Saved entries
--- START ---
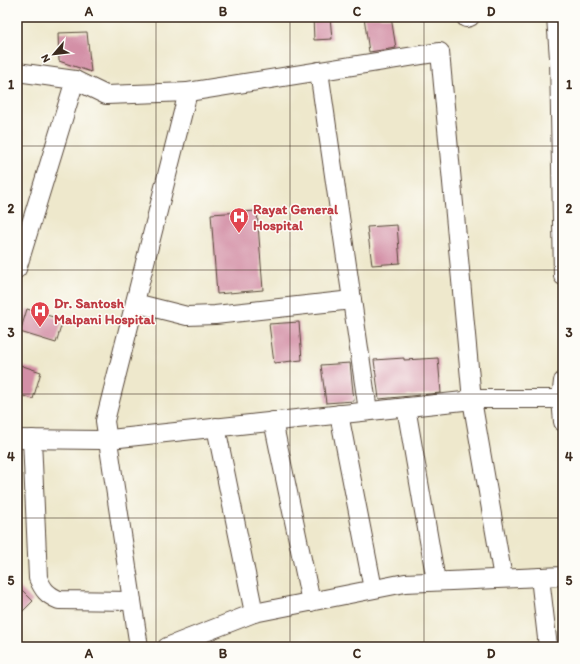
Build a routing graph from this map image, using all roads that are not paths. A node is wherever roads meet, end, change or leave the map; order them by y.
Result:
1 (556, 17) edge
2 (319, 71) junction
3 (17, 72) edge
4 (561, 72) edge
5 (75, 80) junction
6 (188, 92) junction
7 (562, 162) edge
8 (562, 221) edge
9 (17, 269) edge
10 (563, 276) edge
11 (352, 300) junction
12 (135, 303) junction
13 (563, 381) edge
14 (561, 399) junction
15 (472, 400) junction
16 (406, 407) junction
17 (368, 411) junction
18 (339, 414) junction
19 (273, 421) junction
20 (563, 422) edge
21 (216, 427) junction
22 (25, 439) edge
23 (108, 439) junction
24 (563, 566) edge
25 (563, 576) edge
26 (540, 577) junction
27 (503, 578) junction
28 (436, 582) junction
29 (373, 589) junction
30 (132, 601) junction
31 (311, 602) junction
32 (254, 613) junction
33 (139, 647) edge
34 (167, 647) edge
35 (548, 647) edge

1 - 4 street
2 - 6 street
2 - 11 street
2 - 15 street
3 - 5 street
4 - 7 street
5 - 6 street
5 - 9 street
6 - 12 street
7 - 8 street
8 - 10 street
11 - 12 street
11 - 17 street
12 - 23 street
13 - 14 street
14 - 15 street
14 - 20 street
15 - 16 street
15 - 27 street
16 - 17 street
16 - 28 street
17 - 18 street
18 - 19 street
18 - 29 street
19 - 21 street
19 - 31 street
21 - 23 street
21 - 32 street
22 - 23 street
22 - 30 street
23 - 30 street
24 - 26 street
25 - 26 street
26 - 27 street
26 - 35 street
27 - 28 street
28 - 29 street
29 - 31 street
30 - 33 street
31 - 32 street
32 - 34 street

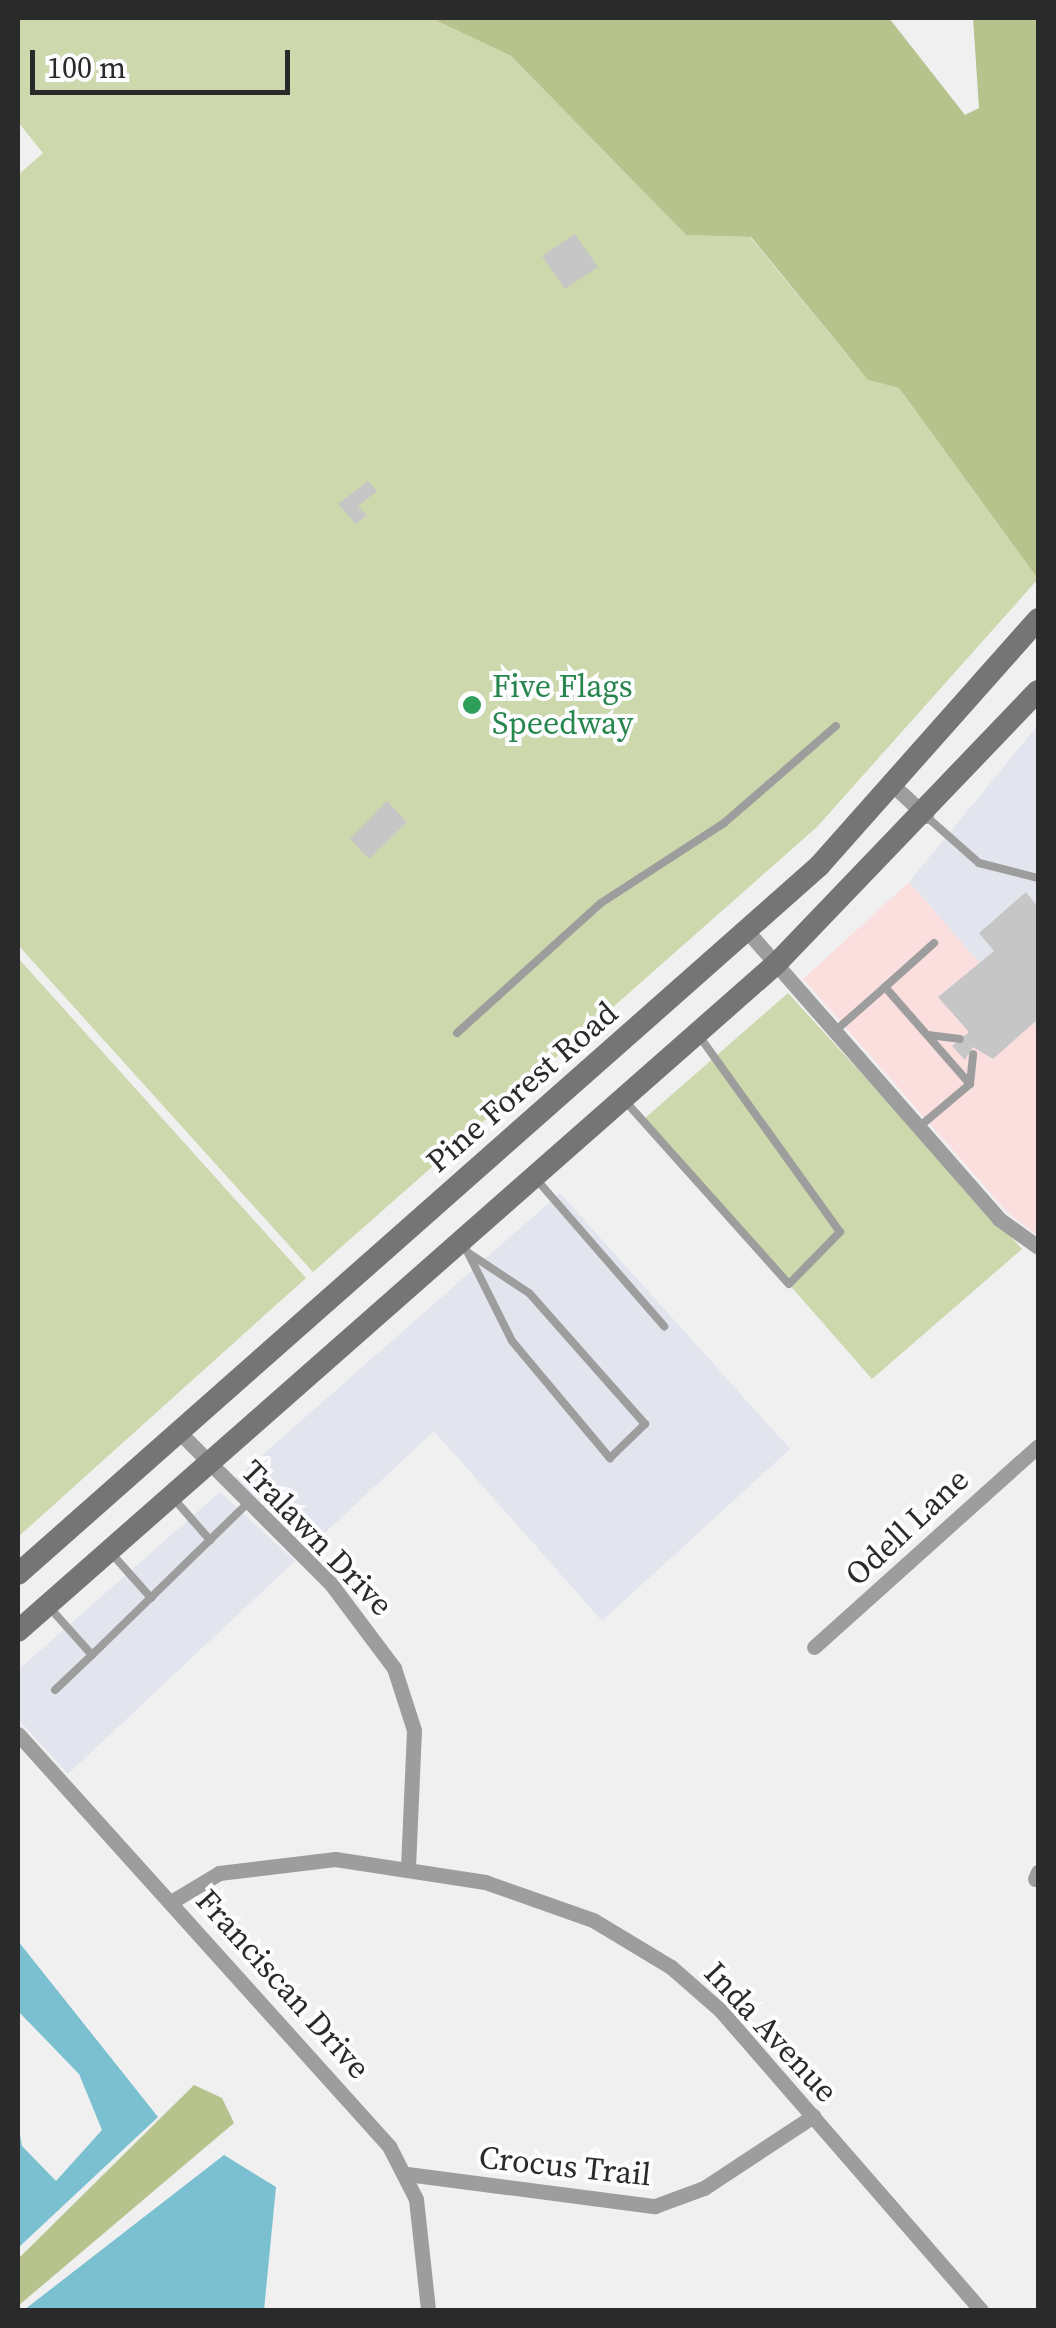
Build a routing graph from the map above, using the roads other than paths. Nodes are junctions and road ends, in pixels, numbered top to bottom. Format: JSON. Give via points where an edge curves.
{"nodes":[{"id":1,"x":1038,"y":619,"type":"edge"},
{"id":2,"x":1034,"y":705,"type":"edge"},
{"id":3,"x":836,"y":726,"type":"dead end"},
{"id":4,"x":896,"y":788,"type":"junction"},
{"id":5,"x":926,"y":817,"type":"junction"},
{"id":6,"x":1038,"y":878,"type":"edge"},
{"id":7,"x":748,"y":932,"type":"junction"},
{"id":8,"x":934,"y":943,"type":"dead end"},
{"id":9,"x":776,"y":964,"type":"junction"},
{"id":10,"x":885,"y":987,"type":"junction"},
{"id":11,"x":829,"y":1024,"type":"junction"},
{"id":12,"x":457,"y":1033,"type":"dead end"},
{"id":13,"x":698,"y":1033,"type":"junction"},
{"id":14,"x":928,"y":1036,"type":"junction"},
{"id":15,"x":960,"y":1039,"type":"dead end"},
{"id":16,"x":973,"y":1054,"type":"dead end"},
{"id":17,"x":970,"y":1084,"type":"junction"},
{"id":18,"x":623,"y":1099,"type":"junction"},
{"id":19,"x":532,"y":1121,"type":"junction"},
{"id":20,"x":918,"y":1127,"type":"junction"},
{"id":21,"x":561,"y":1154,"type":"junction"},
{"id":22,"x":534,"y":1177,"type":"junction"},
{"id":23,"x":466,"y":1247,"type":"junction"},
{"id":24,"x":1038,"y":1248,"type":"edge"},
{"id":25,"x":664,"y":1326,"type":"dead end"},
{"id":26,"x":254,"y":1366,"type":"junction"},
{"id":27,"x":283,"y":1398,"type":"junction"},
{"id":28,"x":179,"y":1432,"type":"junction"},
{"id":29,"x":1038,"y":1446,"type":"edge"},
{"id":30,"x":208,"y":1464,"type":"junction"},
{"id":31,"x":172,"y":1496,"type":"junction"},
{"id":32,"x":248,"y":1503,"type":"junction"},
{"id":33,"x":210,"y":1540,"type":"junction"},
{"id":34,"x":109,"y":1550,"type":"junction"},
{"id":35,"x":18,"y":1574,"type":"edge"},
{"id":36,"x":151,"y":1598,"type":"junction"},
{"id":37,"x":47,"y":1605,"type":"junction"},
{"id":38,"x":18,"y":1632,"type":"edge"},
{"id":39,"x":814,"y":1647,"type":"dead end"},
{"id":40,"x":92,"y":1655,"type":"junction"},
{"id":41,"x":55,"y":1690,"type":"dead end"},
{"id":42,"x":18,"y":1734,"type":"edge"},
{"id":43,"x":408,"y":1868,"type":"junction"},
{"id":44,"x":171,"y":1902,"type":"junction"},
{"id":45,"x":813,"y":2116,"type":"junction"},
{"id":46,"x":406,"y":2174,"type":"junction"},
{"id":47,"x":428,"y":2310,"type":"edge"},
{"id":48,"x":981,"y":2310,"type":"edge"}],
"edges":[{"from":1,"to":4,"type":"main road","name":"Pine Forest Road"},
{"from":2,"to":5,"type":"main road"},
{"from":3,"to":12,"type":"lane","via":[[724,823],[601,903]]},
{"from":4,"to":5,"type":"street"},
{"from":4,"to":7,"type":"main road","name":"Pine Forest Road"},
{"from":5,"to":6,"type":"lane","via":[[978,863]]},
{"from":5,"to":9,"type":"main road"},
{"from":7,"to":9,"type":"street"},
{"from":7,"to":19,"type":"main road","name":"Pine Forest Road"},
{"from":8,"to":10,"type":"lane"},
{"from":9,"to":11,"type":"street"},
{"from":9,"to":13,"type":"main road"},
{"from":10,"to":11,"type":"lane"},
{"from":10,"to":14,"type":"lane"},
{"from":11,"to":20,"type":"street"},
{"from":13,"to":18,"type":"main road"},
{"from":13,"to":18,"type":"lane","via":[[840,1232],[789,1284]]},
{"from":14,"to":15,"type":"lane"},
{"from":14,"to":17,"type":"lane"},
{"from":16,"to":17,"type":"lane"},
{"from":17,"to":20,"type":"lane"},
{"from":18,"to":21,"type":"main road"},
{"from":19,"to":21,"type":"main road"},
{"from":19,"to":26,"type":"main road","name":"Pine Forest Road"},
{"from":20,"to":24,"type":"street","via":[[1000,1219]]},
{"from":21,"to":22,"type":"main road"},
{"from":22,"to":23,"type":"main road"},
{"from":22,"to":25,"type":"lane"},
{"from":23,"to":23,"type":"lane","via":[[512,1341],[610,1458],[645,1424],[529,1293]]},
{"from":23,"to":27,"type":"main road"},
{"from":26,"to":27,"type":"main road"},
{"from":26,"to":28,"type":"main road","name":"Pine Forest Road"},
{"from":27,"to":30,"type":"main road"},
{"from":28,"to":30,"type":"street","name":"Tralawn Drive"},
{"from":28,"to":35,"type":"main road","name":"Pine Forest Road"},
{"from":29,"to":39,"type":"street","name":"Odell Lane"},
{"from":30,"to":31,"type":"main road"},
{"from":30,"to":32,"type":"street","name":"Tralawn Drive"},
{"from":31,"to":33,"type":"lane"},
{"from":31,"to":34,"type":"main road"},
{"from":32,"to":33,"type":"lane"},
{"from":32,"to":43,"type":"street","name":"Tralawn Drive","via":[[331,1584],[394,1668],[414,1730]]},
{"from":33,"to":36,"type":"lane"},
{"from":34,"to":36,"type":"lane"},
{"from":34,"to":37,"type":"main road"},
{"from":36,"to":40,"type":"lane"},
{"from":37,"to":38,"type":"main road"},
{"from":37,"to":40,"type":"lane"},
{"from":40,"to":41,"type":"lane"},
{"from":42,"to":44,"type":"street","name":"Franciscan Drive"},
{"from":43,"to":44,"type":"street","name":"Inda Avenue","via":[[276,1861],[200,1880]]},
{"from":43,"to":45,"type":"street","name":"Inda Avenue","via":[[518,1892],[633,1942],[721,2012]]},
{"from":44,"to":46,"type":"street","name":"Franciscan Drive"},
{"from":45,"to":46,"type":"street","name":"Crocus Trail","via":[[704,2188],[655,2206]]},
{"from":45,"to":48,"type":"street","name":"Inda Avenue"},
{"from":46,"to":47,"type":"street"}]}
--- END ---
Goal of the exercise: Filter the data, keeping only the lines that contain "using".

Answer section:
Build a routing graph from this map image, using all roads that are not paths. A node is wherever roads meet, end, change or leave the map; order them by y.
Build a routing graph from the map above, using the roads other than paths. Nodes are junctions and road ends, in pixels, numbered top to bottom. Format: JSON. Give via points where an edge curves.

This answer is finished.